Exercise objective: What you return must be every line below that includes the word "other".

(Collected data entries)
^^^^^^^^

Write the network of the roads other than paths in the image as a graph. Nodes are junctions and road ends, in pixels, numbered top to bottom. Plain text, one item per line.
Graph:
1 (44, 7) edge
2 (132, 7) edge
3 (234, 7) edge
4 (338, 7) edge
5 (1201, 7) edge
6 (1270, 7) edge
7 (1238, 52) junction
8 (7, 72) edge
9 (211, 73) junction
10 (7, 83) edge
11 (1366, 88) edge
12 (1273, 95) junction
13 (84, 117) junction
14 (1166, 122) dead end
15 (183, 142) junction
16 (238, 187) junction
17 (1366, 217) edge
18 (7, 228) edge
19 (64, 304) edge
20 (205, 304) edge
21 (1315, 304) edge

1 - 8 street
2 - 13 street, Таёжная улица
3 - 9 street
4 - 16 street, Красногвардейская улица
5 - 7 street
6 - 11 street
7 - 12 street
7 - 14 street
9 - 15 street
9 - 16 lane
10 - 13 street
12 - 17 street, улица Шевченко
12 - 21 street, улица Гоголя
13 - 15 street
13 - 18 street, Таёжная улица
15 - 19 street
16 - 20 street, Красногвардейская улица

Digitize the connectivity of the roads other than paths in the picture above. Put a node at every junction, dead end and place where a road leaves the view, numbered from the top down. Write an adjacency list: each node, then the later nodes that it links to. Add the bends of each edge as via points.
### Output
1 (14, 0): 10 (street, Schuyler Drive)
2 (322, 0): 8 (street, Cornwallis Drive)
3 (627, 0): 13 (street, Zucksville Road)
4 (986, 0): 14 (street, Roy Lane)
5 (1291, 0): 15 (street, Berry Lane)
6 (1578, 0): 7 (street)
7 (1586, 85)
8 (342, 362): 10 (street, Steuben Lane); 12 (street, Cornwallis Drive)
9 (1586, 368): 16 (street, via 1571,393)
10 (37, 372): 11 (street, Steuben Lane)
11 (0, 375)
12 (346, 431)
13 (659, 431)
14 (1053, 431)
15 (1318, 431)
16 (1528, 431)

^^^^^^^^

Response to this task:
Write the network of the roads other than paths in the image as a graph. Nodes are junctions and road ends, in pixels, numbered top to bottom. Plain text, one item per line.
Digitize the connectivity of the roads other than paths in the picture above. Put a node at every junction, dead end and place where a road leaves the view, numbered from the top down. Write an adjacency list: each node, then the later nodes that it links to. Add the bends of each edge as via points.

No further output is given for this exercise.